For Immediate Release:
August 18, 2011

In an attempt to bully the U.S. into delaying implementation of effective tobacco control efforts, five U.S. based tobacco corporations joined together to file a lawsuit against the U.S. Food and Drug Administration (FDA) over its recent mandate for graphic health warnings on tobacco packaging. RJ Reynolds, the makers of Camel cigarettes, and Lorillard, the makers of Newport cigarettes, are among those filing the suit.

More than 40 countries around the world have developed requirements for graphic health warnings based on the obligations of the world’s first public health and corporate accountability treaty, the World Health Organization Framework Convention on Tobacco Control (WHO FCTC). Graphic health warnings are a key component of comprehensive tobacco control, effective at reducing tobacco consumption and protecting public health. 

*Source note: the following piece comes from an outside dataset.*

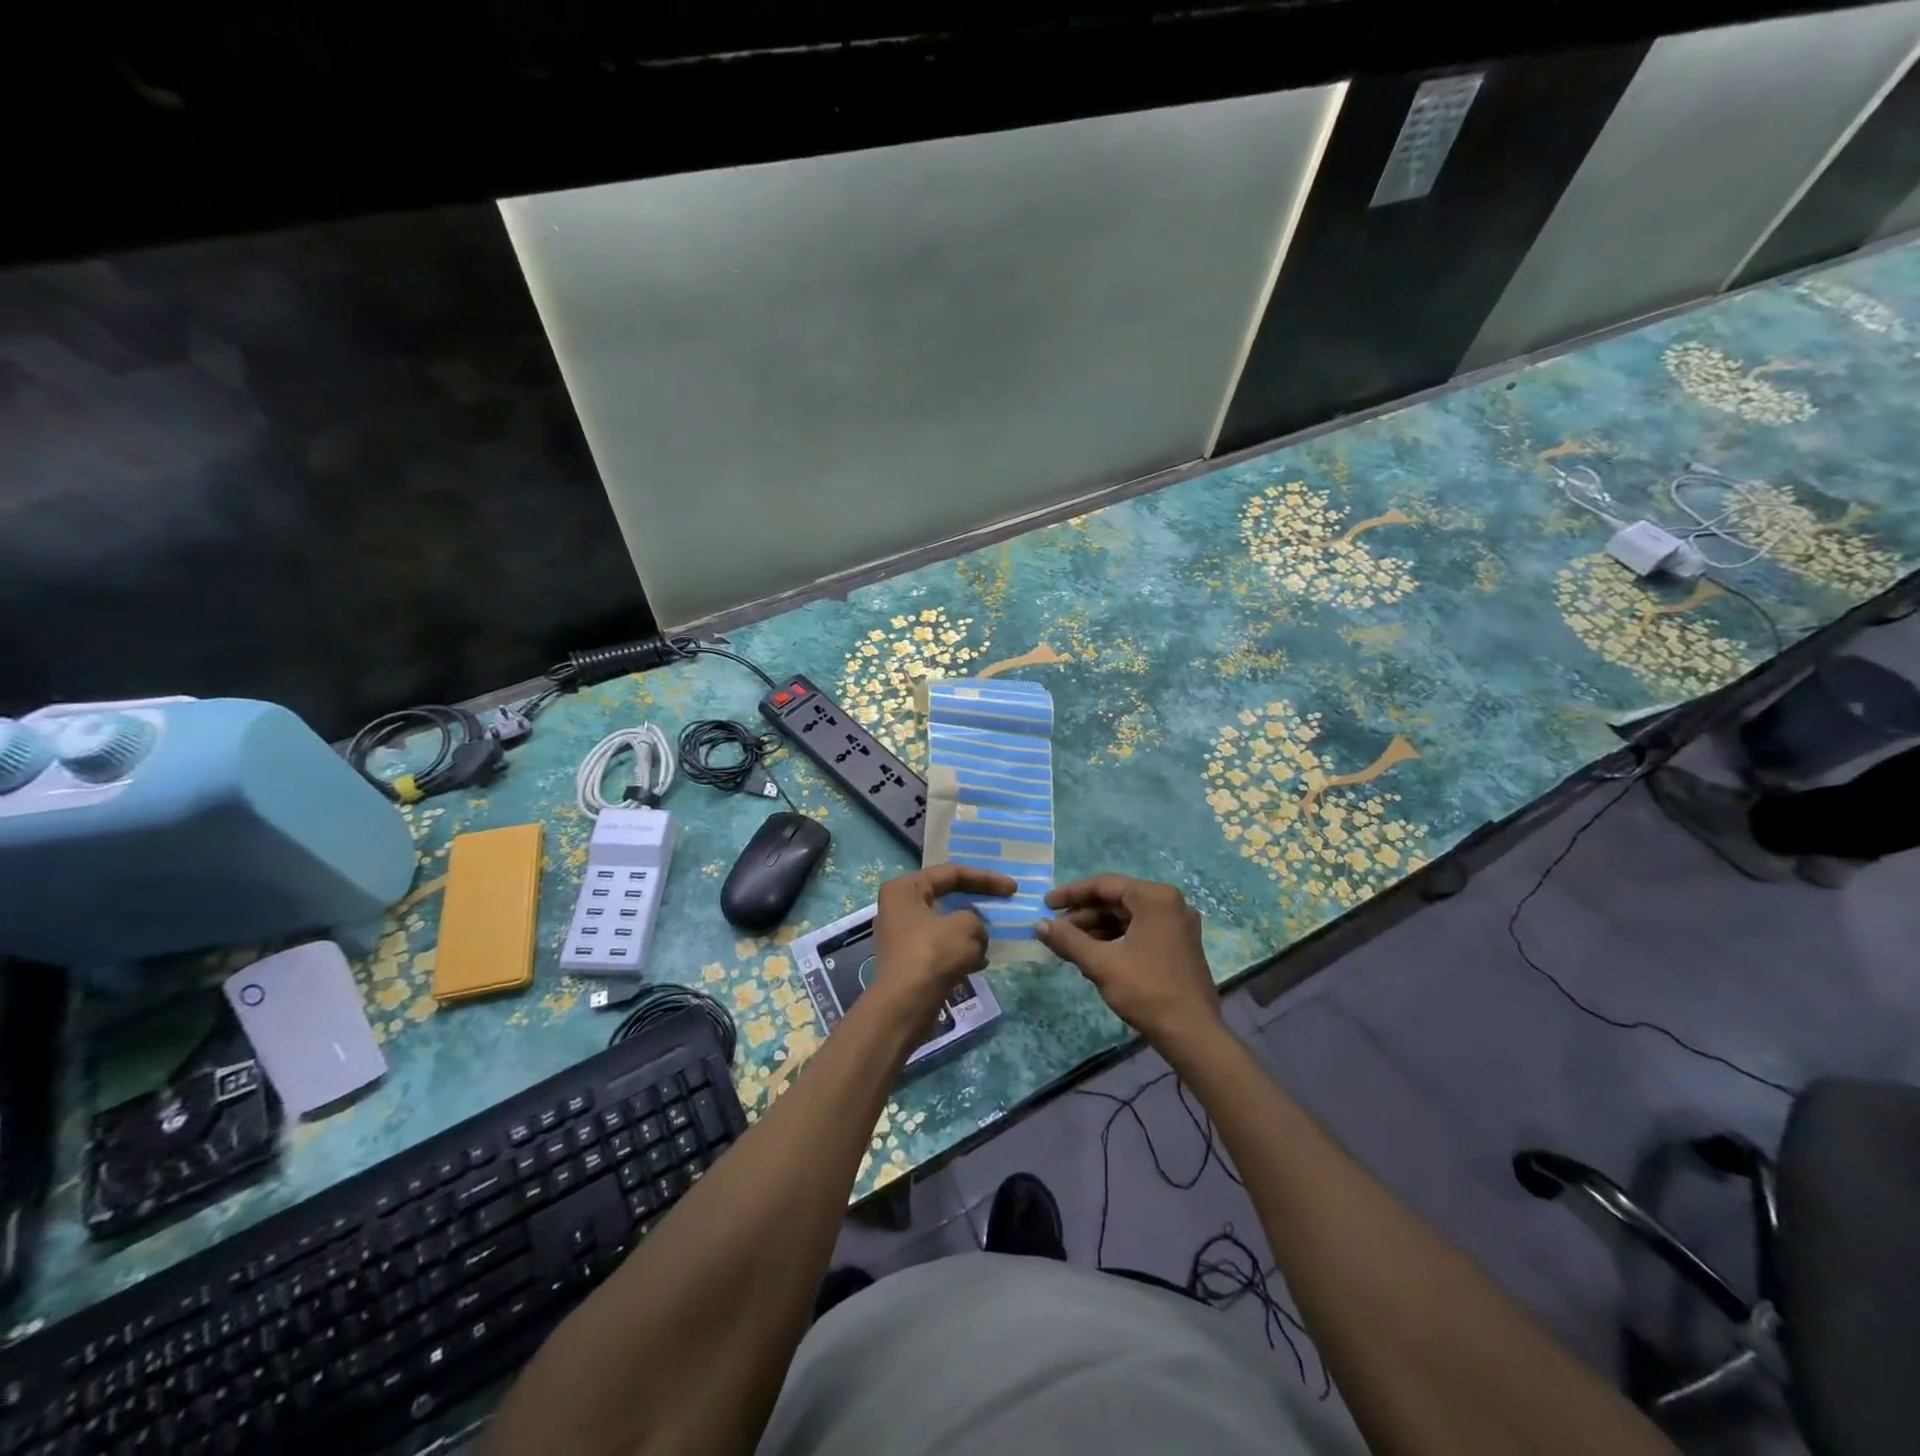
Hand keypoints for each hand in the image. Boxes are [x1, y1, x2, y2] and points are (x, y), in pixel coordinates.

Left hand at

The lawsuit filed against the U.S government follows a global trend by the tobacco industry to delay and undermine implementation of effective tobacco control efforts and wastes taxpayer dollars during tough economic times. The tobacco industry’s “intimidation through litigation” strategy is particularly timely considering that the FDA is currently debating a ban on menthol additives in cigarettes. The lead filer of today’s lawsuit is Lorillard, the number one manufacturer of menthol cigarettes here in the U.S. 

After generations of Big Tobacco’s aggressive marketing and deception – graphic health warning labels help increase public awareness about the health effects of tobacco. 

In the U.S. and in countries around the world, advertising budgets for tobacco corporations greatly exceed government resources for public education and tobacco control measures. Despite restrictions on such advertising, Big Tobacco continues to target our children with marketing schemes to sell an addictive and deadly product. The industry’s advertising also targets communities which may have lower literacy rates, making graphic health warnings even more critical to convey the truth behind the health consequences of tobacco addiction. 

Corporate Accountability International applauds the U.S. government for standing up to protect people’s health and looks for a timely resolution that puts public health before tobacco industry profits.